Introduction Abdominal surgery with small bowel (SB) resection may require delayed anastomosis with the formation of a temporary defunctioning end stoma and mucous fistula (MF). If sited proximally, this may result in a short bowel in the proximal limb with redundant longer bowel in the distal limb. Oral/nasogastric (NG) intake may induce uncontrolled stomal fluid (>2.5 l/day) and electrolyte losses leading to prolonged hospital admission or parenteral support. The distal bowel can be utilised for absorption of nutrition, fluids and electrolytes if sufficient in length and accessible via the MF. However, the viability and safety of small bowel MF enteral support has been poorly reported. We present a case series of our experience in a busy district general hospital.

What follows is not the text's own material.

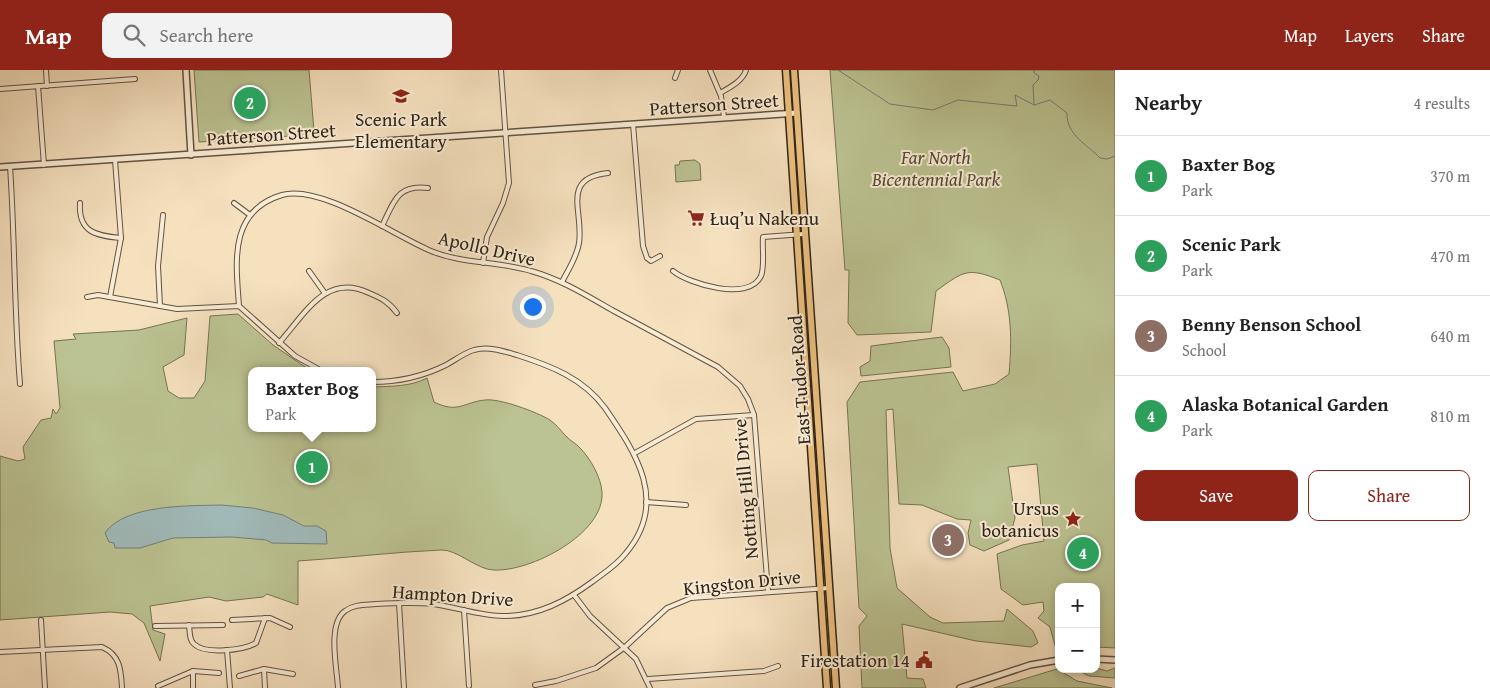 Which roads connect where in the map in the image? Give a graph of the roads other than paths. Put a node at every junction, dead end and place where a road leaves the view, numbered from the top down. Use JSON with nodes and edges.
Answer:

Methods Referred post-operative patients with a MF who demonstrated metabolic and nutritional instability on oral/NG intake due to uncontrolled stoma losses were assessed for MF feeding. A 14 French Foley catheter was inserted into the MF through a universal catheter access port placed into a windowed stoma bag and connected to standard enteral feeding apparatus. Elemental feed, rehydration fluids, electrolytes or nutritional supplements were administered to meet the patient's requirements using standard methods of jejunal feeding. Proximal stoma output was monitored and oral dietary intake reduced if necessary.

Results Between February 2007 and October 2008 eight patients were found to be appropriate for a trial of MF feeding. All patients had undergone SB resection with residual proximal small bowel length ranging from 75 to 150 cm (mean 116 cm) from the DJ flexure; all had distal SB length >1 m with a viable large bowel in continuity. Patients reported initial difficulties in assembling the feeding tube and access port via the stoma window, however with training all gained competency allowing home discharge with telephone and clinic support. The universal catheter access port allowed a water tight seal, and leakage around the feeding tube was negligible. There were no major metabolic complications of MF feeding including those patients who remained on controlled oral intake. All patients received enteral support for a minimum of 3 months prior to assessment for surgical anastomosis. In our study group 5 patients had delayed anastomosis and three died of causes unrelated to MF feeding.

Conclusion MF feeding is a safe and effective method for nutritional support in appropriate patients and may allow home discharge in the presence of a high output proximal stoma. The use of a Foley catheter as a feeding tube and a simple catheter port allowed inexpensive and simple means of access. However, dedicated training, support and monitoring may be required to allow home discharge.